Appl Environ Microbiol. 1986 Oct;52(4):617-22. doi: 10.1128/aem.52.4.617-622.1986.
Methanosarcina barkeri Fusaro (DSM 804) could grow on methanol in a mineral medium containing cysteine or thiosulfate as the sole sulfur source. Optimum growth occurred at cysteine concentrations of 1 to 2.8 mM and at thiosulfate concentrations of 2.5 to 5 mM. No inhibition of growth was observed even when these concentrations were doubled in the culture medium. Under the optimum cysteine and thiosulfate concentrations, the generation times of the organism were about 8 to 10 and 10 to 12 h, respectively, giving a cell yield of about 0.14 to 0.17 and 0.08 to 0.11 g (dry weight)/g of methanol consumed. The organism metabolized cysteine and thiosulfate during growth, giving rise to sulfide in the culture medium. H(2)S evolution from cysteine and thiosulfate was catalyzed by two enzymes, namely cysteine desulfhydrase and thiosulfate reductase, respectively, as revealed by enzyme assay in the crude cell-free extract of the organism.

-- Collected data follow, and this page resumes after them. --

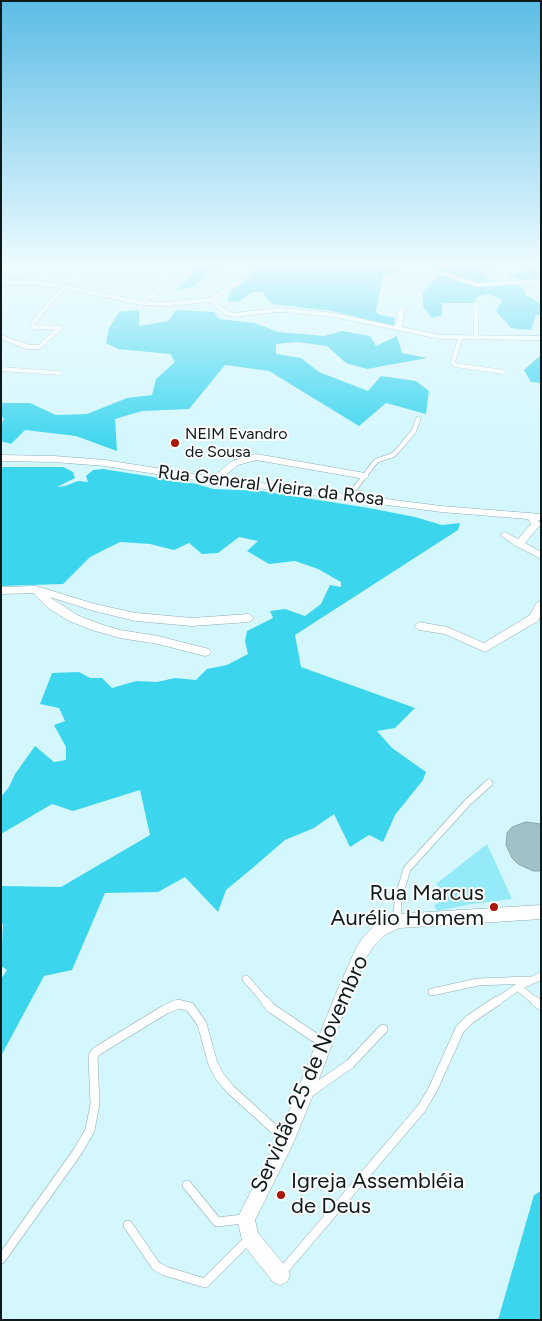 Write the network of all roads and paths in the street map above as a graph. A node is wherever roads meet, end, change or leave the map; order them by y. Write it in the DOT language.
graph roads {
  1 [pos="34,325"];
  2 [pos="378,325"];
  3 [pos="399,325"];
  4 [pos="476,325"];
  5 [pos="398,329"];
  6 [pos="1,337"];
  7 [pos="460,338"];
  8 [pos="476,338"];
  9 [pos="541,338"];
  10 [pos="38,348"];
  11 [pos="1,369"];
  12 [pos="504,372"];
  13 [pos="60,373"];
  14 [pos="418,419"];
  15 [pos="1,458"];
  16 [pos="365,476"];
  17 [pos="215,479"];
  18 [pos="349,496"];
  19 [pos="536,517"];
  20 [pos="505,535"];
  21 [pos="519,544"];
  22 [pos="541,556"];
  23 [pos="36,589"];
  24 [pos="1,590"];
  25 [pos="541,605"];
  26 [pos="249,618"];
  27 [pos="419,626"];
  28 [pos="205,652"];
  29 [pos="489,784"];
  30 [pos="541,912"];
  31 [pos="397,921"];
  32 [pos="541,976"];
  33 [pos="246,979"];
  34 [pos="529,980"];
  35 [pos="518,987"];
  36 [pos="432,992"];
  37 [pos="541,1006"];
  38 [pos="383,1029"];
  39 [pos="322,1043"];
  40 [pos="305,1095"];
  41 [pos="286,1140"];
  42 [pos="187,1185"];
  43 [pos="246,1219"];
  44 [pos="128,1226"];
  45 [pos="250,1237"];
  46 [pos="1,1259"];
  47 [pos="280,1275"];
  1 -- 10 [label="lane"];
  2 -- 5 [label="street"];
  3 -- 5 [label="street"];
  4 -- 8 [label="lane"];
  5 -- 7 [label="street"];
  6 -- 10 [label="street"];
  7 -- 8 [label="street"];
  7 -- 12 [label="lane"];
  8 -- 9 [label="street"];
  11 -- 13 [label="lane"];
  14 -- 16 [label="lane"];
  15 -- 17 [label="street, Rua General Vieira da Rosa"];
  16 -- 17 [label="street"];
  16 -- 18 [label="lane"];
  17 -- 18 [label="street, Rua General Vieira da Rosa"];
  18 -- 19 [label="street, Rua General Vieira da Rosa"];
  19 -- 21 [label="street"];
  20 -- 21 [label="street"];
  21 -- 22 [label="street"];
  23 -- 24 [label="street"];
  23 -- 26 [label="street"];
  23 -- 28 [label="street"];
  25 -- 27 [label="street"];
  29 -- 31 [label="lane"];
  30 -- 31 [label="street"];
  31 -- 39 [label="street, Servidão 25 de Novembro"];
  32 -- 34 [label="lane"];
  33 -- 39 [label="lane"];
  34 -- 35 [label="lane"];
  34 -- 36 [label="lane"];
  35 -- 37 [label="lane"];
  35 -- 47 [label="lane"];
  38 -- 40 [label="lane"];
  39 -- 40 [label="street, Servidão 25 de Novembro"];
  40 -- 41 [label="street, Servidão 25 de Novembro"];
  41 -- 43 [label="street, Servidão 25 de Novembro"];
  41 -- 46 [label="lane"];
  42 -- 43 [label="lane"];
  43 -- 45 [label="street"];
  44 -- 45 [label="lane"];
  45 -- 47 [label="street"];
} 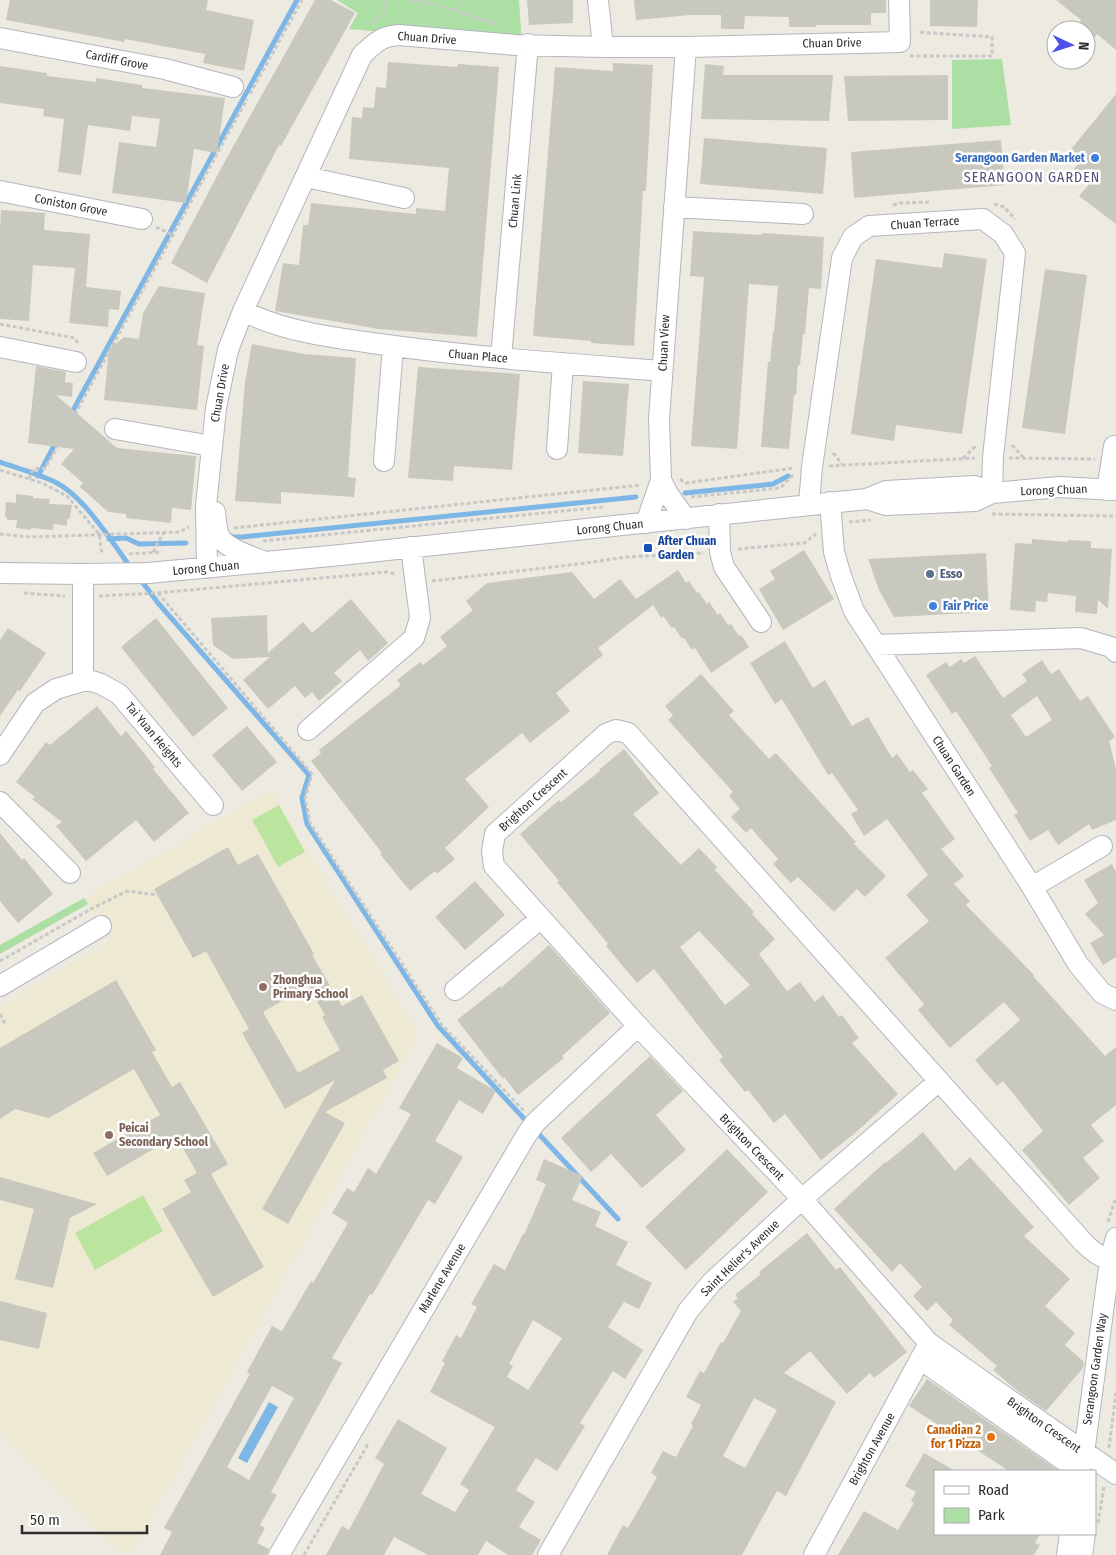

巴氏甲烷八叠球菌 Fusaro(DSM 804)可以在含有半胱氨酸或硫代硫酸盐作为唯一硫源的矿物培养基上利用甲醇生长。最佳生长发生在半胱氨酸浓度为 1 至 2.8 mM 和硫代硫酸盐浓度为 2.5 至 5 mM 时。即使在培养基中这些浓度加倍,也没有观察到生长受到抑制。在最佳半胱氨酸和硫代硫酸盐浓度下,该生物的代时约为 8 至 10 小时和 10 至 12 小时,分别产生约 0.14 至 0.17 和 0.08 至 0.11 g(干重)/消耗的甲醇 g。该生物在生长过程中代谢半胱氨酸和硫代硫酸盐,导致培养基中的硫化物。通过对该生物的粗无细胞提取物中的酶进行酶测定,揭示了 H2S 分别由两种酶(半胱氨酸脱巯基酶和硫代硫酸盐还原酶)催化从半胱氨酸和硫代硫酸盐中释放。